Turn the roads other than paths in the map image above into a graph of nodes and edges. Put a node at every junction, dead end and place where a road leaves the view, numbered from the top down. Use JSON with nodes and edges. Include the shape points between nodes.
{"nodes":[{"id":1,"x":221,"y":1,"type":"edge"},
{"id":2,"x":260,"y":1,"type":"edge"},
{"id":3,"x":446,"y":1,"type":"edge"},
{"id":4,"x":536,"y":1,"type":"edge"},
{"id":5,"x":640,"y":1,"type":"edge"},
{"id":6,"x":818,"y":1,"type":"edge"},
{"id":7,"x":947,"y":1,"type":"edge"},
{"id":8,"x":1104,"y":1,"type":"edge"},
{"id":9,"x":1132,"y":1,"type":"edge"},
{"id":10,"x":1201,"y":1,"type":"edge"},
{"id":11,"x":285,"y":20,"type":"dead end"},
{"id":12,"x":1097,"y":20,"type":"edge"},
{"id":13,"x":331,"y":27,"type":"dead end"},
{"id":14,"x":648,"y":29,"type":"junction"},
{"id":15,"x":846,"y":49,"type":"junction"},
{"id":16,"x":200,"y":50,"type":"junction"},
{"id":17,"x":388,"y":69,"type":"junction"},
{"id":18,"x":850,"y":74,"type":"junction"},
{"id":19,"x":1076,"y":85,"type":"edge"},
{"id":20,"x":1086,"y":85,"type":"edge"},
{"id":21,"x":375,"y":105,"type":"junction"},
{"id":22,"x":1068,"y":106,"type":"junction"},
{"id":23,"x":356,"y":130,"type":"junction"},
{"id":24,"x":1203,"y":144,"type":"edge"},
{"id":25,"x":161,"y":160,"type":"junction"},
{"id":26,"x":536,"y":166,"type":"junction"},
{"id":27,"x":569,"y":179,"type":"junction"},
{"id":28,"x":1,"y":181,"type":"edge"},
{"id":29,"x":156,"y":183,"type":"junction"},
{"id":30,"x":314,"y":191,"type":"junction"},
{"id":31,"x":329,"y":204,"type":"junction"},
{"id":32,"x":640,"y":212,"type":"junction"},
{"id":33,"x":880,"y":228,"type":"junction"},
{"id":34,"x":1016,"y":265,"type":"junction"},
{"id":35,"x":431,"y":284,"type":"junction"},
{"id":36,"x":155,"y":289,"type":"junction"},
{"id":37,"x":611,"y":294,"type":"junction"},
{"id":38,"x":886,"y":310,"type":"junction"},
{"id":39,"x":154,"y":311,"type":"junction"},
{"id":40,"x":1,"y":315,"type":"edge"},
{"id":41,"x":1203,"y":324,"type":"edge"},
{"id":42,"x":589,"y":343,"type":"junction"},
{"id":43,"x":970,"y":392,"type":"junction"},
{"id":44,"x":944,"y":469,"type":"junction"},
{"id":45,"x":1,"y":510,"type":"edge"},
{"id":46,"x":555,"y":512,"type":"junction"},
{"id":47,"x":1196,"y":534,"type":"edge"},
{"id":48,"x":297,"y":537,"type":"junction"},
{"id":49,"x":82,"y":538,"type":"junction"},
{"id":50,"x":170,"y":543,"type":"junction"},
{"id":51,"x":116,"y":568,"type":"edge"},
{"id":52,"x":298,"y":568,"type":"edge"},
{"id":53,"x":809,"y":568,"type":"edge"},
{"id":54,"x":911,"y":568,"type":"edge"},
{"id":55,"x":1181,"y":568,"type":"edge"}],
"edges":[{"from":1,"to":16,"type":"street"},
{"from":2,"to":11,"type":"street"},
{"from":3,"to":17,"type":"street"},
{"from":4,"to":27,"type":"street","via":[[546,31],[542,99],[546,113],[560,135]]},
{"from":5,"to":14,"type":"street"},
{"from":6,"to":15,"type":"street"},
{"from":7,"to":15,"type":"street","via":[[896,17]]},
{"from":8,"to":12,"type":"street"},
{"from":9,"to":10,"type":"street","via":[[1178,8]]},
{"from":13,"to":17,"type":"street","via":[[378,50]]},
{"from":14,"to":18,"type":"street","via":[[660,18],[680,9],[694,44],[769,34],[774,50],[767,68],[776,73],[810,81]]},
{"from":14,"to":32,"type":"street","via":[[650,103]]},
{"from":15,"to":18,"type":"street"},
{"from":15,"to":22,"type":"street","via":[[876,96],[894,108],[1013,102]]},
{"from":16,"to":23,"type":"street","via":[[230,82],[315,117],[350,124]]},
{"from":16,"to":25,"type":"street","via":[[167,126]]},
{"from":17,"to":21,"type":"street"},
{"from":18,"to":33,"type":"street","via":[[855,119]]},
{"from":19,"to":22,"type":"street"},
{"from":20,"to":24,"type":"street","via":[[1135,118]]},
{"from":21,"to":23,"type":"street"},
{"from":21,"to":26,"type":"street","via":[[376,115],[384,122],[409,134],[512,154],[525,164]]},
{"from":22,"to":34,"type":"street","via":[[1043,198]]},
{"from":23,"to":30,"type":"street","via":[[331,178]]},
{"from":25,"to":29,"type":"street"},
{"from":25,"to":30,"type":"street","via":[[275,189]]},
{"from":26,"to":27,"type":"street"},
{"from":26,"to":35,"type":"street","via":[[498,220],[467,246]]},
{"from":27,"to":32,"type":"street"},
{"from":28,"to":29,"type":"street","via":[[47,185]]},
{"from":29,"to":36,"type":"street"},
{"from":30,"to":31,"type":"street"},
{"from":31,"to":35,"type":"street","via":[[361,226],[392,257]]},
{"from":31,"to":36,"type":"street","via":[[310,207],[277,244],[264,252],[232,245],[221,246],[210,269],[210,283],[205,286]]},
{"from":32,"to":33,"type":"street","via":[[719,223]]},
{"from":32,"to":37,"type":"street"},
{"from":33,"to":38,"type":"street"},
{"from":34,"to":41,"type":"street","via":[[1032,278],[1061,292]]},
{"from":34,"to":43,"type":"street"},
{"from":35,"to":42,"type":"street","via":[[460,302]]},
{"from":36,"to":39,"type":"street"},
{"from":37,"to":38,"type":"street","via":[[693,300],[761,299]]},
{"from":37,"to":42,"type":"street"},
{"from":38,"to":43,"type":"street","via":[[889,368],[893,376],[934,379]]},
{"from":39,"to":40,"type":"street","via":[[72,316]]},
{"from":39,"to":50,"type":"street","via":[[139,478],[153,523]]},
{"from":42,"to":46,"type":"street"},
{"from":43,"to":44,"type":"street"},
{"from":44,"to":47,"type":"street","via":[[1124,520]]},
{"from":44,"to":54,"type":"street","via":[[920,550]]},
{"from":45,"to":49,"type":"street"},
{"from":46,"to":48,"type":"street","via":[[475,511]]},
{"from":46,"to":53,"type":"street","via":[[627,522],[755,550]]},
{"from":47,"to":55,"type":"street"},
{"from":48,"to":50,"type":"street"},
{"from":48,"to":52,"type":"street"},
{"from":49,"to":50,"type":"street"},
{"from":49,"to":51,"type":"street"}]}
────────
**TASK OBJECTIVE**
Which lines of the records hold the string "nodes"? Copy each one.

**EXPECTED ANSWER**
Turn the roads other than paths in the map image above into a graph of nodes and edges. Put a node at every junction, dead end and place where a road leaves the view, numbered from the top down. Use JSON with nodes and edges. Include the shape points between nodes.
{"nodes":[{"id":1,"x":221,"y":1,"type":"edge"},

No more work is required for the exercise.